What Is “Rentvesting?”
Getting into the property market for the first time is a daunting concept. Most are not particularly concerned with mortgage repayments because they are often quite similar in price to monthly rental obligations.
Securing the deposit, covering the legals and the “additional” overheads that often get overlooked, such as stamp duty, can make the whole process incredibly overwhelming.
But wealth creation is a long game. If you are in the early stages of your career, considering a change of scenery or even approaching the end of your working life, you can, and should, consider starting your property portfolio because it is one of the most stable mechanisms for generating passive income.

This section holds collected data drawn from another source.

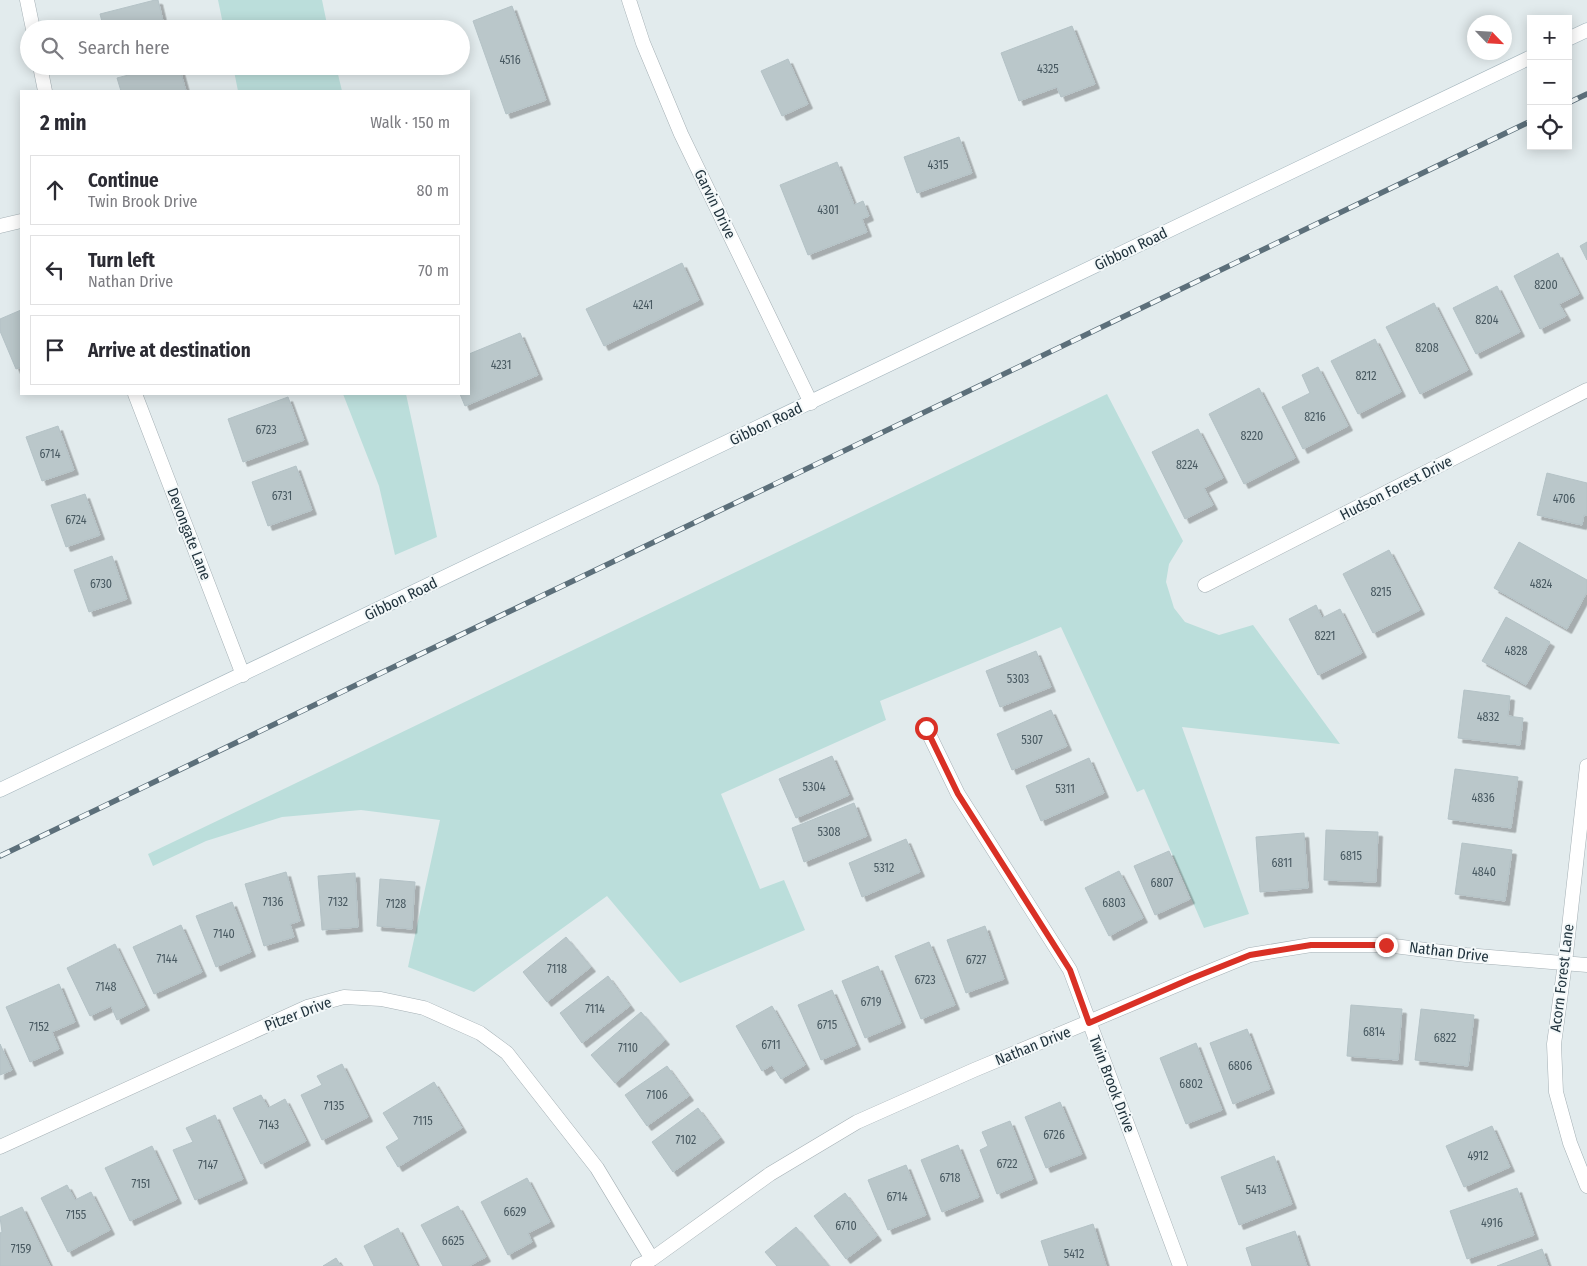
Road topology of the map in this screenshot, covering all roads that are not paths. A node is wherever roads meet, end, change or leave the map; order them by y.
1 (26, 0) edge
2 (629, 0) edge
3 (31, 20) edge
4 (1587, 30) edge
5 (1572, 37) edge
6 (1527, 59) edge
7 (42, 75) edge
8 (45, 90) edge
9 (20, 221) edge
10 (0, 226) edge
11 (1587, 390) edge
12 (135, 395) edge
13 (811, 403) junction
14 (1206, 585) dead end
15 (242, 675) junction
16 (926, 728) dead end
17 (1587, 766) edge
18 (0, 790) edge
19 (1565, 962) junction
20 (1587, 965) edge
21 (1089, 1023) junction
22 (0, 1147) edge
23 (1587, 1186) edge
24 (652, 1259) junction
25 (638, 1266) edge
26 (1180, 1266) edge

1 - 3 street
2 - 13 street, Garvin Drive
4 - 5 street
6 - 13 street, Gibbon Road
7 - 8 street
9 - 10 street
11 - 14 street, Hudson Forest Drive
12 - 15 street, Devongate Lane
13 - 15 street, Gibbon Road
15 - 18 street, Gibbon Road
16 - 21 street, Twin Brook Drive
17 - 19 street, Acorn Forest Lane
19 - 20 street, Nathan Drive
19 - 21 street, Nathan Drive
19 - 23 street, Acorn Forest Lane
21 - 24 street, Nathan Drive
21 - 26 street, Twin Brook Drive
22 - 24 street, Pitzer Drive
24 - 25 street, Nathan Drive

Taking Melbourne and regional Victoria as an example, property prices are on the rise. So too is the population. Melbourne is projected to become Australia’s most populated capital city within the decade, with the population expected to reach 8 million (Melbourne) by 2050 and 10 million state-wide by the same time.
As it stands, the current population is around 5 million and it doesn’t take an extraordinary level of insight to work out that this expected increase in people will have to live somewhere. Growth areas in the south, west and northern parts of Melbourne will flourish with houses, estates, and gated communities. The vacant parts of land that lie between Melbourne and regional towns like Ballarat and Bendigo will become urbanised, particularly as the work from home shift continues to grow and a daily commute into the cities becomes obsolete.

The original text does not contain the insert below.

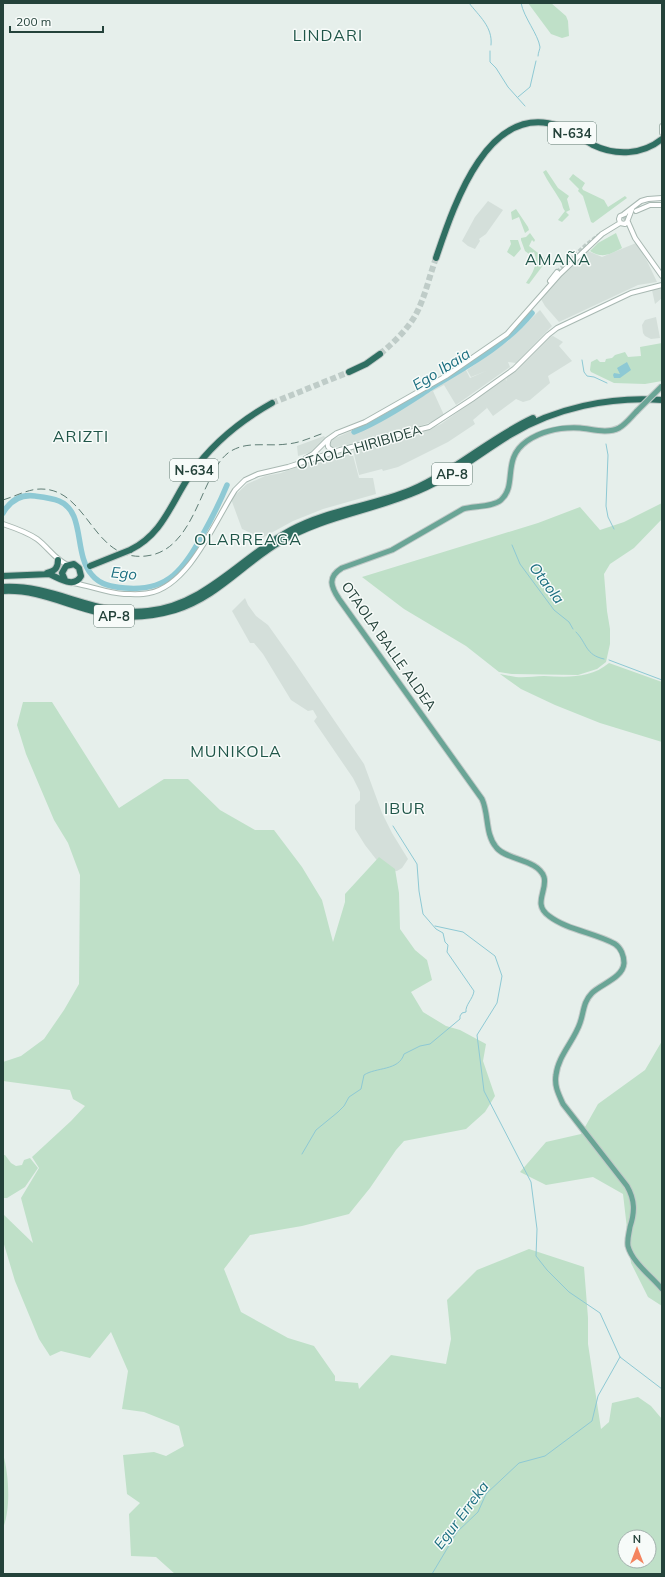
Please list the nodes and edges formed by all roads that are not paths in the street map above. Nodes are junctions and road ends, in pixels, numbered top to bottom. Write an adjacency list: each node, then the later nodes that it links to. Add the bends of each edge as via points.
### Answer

Even as we speak the council that governs the Gisborne and Macedon ranges, an area 90 minutes north-west of Melbourne, are in discussions with developers to create 5,000 new homes in a gated community that will consist of parklands, shopping centres and schools.

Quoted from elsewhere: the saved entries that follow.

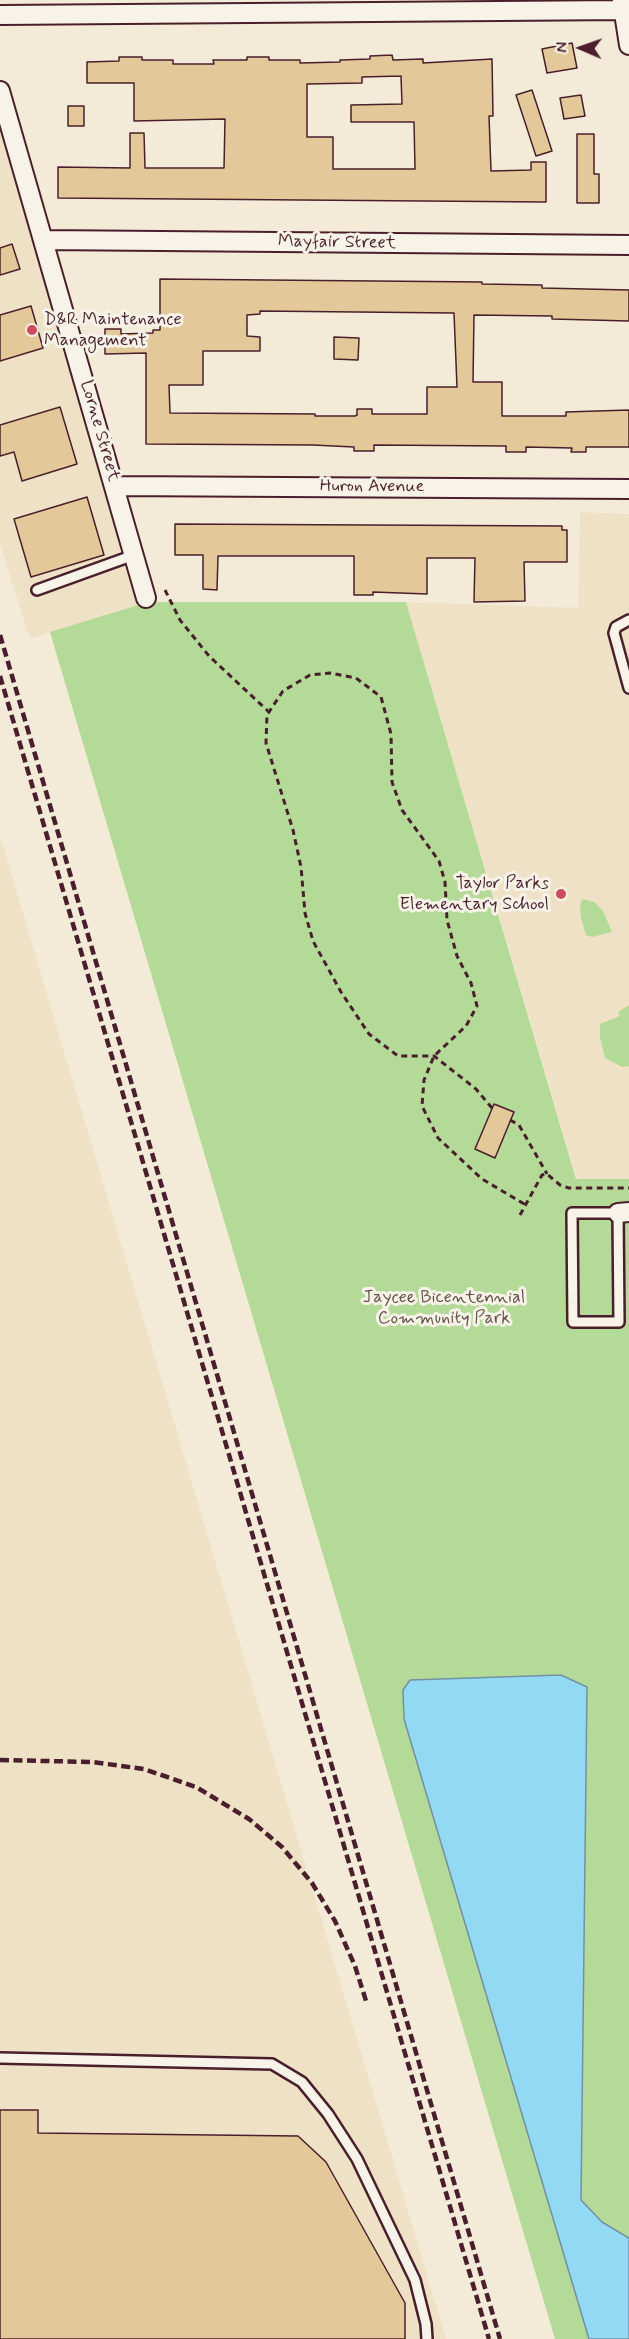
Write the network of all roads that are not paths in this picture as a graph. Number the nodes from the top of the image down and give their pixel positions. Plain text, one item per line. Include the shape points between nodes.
1 (623, 5) edge
2 (0, 15) edge
3 (629, 45) edge
4 (0, 91) edge
5 (44, 240) junction
6 (629, 245) edge
7 (115, 486) junction
8 (629, 489) edge
9 (134, 555) junction
10 (37, 590) dead end
11 (146, 598) dead end
12 (629, 620) edge
13 (629, 688) edge
14 (624, 1212) edge
15 (0, 2058) edge
16 (427, 2339) edge

1 - 2 street
1 - 3 street
4 - 5 street, Lorne Street
5 - 6 street, Mayfair Street
5 - 7 street, Lorne Street
7 - 8 street, Huron Avenue
7 - 9 street, Lorne Street
9 - 10 lane
9 - 11 street, Lorne Street
12 - 13 lane via 616,627 614,633
14 - 14 lane via 572,1213 573,1322 619,1322
15 - 16 lane via 272,2064 302,2082 357,2159 415,2280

Looking at the data, if you are considering venturing into the property market, “waiting” for the right time to buy is not going to work in your favour. There is never a right time to get into the market, but what we do know is that the market value is continuously going up. Thus, waiting will only leave you with higher costs and a greater barrier to entry to start your portfolio.
Consider the fact that in 1966 the average property in Melbourne was a shade under $10,000. Twenty years later, the average price had increased to $100,000. Almost thirty on from that and one in three Melbourne suburbs has a medium price point of over $1 million.
Based on those figures, is it reasonable to assume that in another thirty years we’ll see another ten-fold increase in average pricing to $10 million? One would have to assume that there is zero chance of this, but if you told someone back in 1966 that in half a century from now they’d be paying a million dollars for a house, they’d probably say you were mad.
Scraping together the deposit for a property in the inner suburbs can be such a daunting concept, particularly when you consider cost of living increase and wage-growth not keeping up very well with the inflation that many are beginning to put the dream of property ownership firmly in the “dream” category.
Not mincing words, this is probably true. However, it does not mean that one cannot begin their property portfolio in less-developed areas. This is at time not considered as an option because of the “inconvenience” of living in a rural area, or even in a regional township.
Many have not considered the concept of “rent-vesting” which is purchasing a property in an area that you can afford and renting it out to those find it convenient for their situation.
You can simply rent where you want to live that suits your lifestyle.
The objective is to have the mortgage of the property you have purchased covered by the tenants’ rent. The property will naturally increase in value and give you the type of equity that bank love so you can borrow against the accumulated increased value, and purchase another property, put renters in that and so on.
With the expected population increase and the trends of the property market to attain greater value, now is the time to consider buying your first property.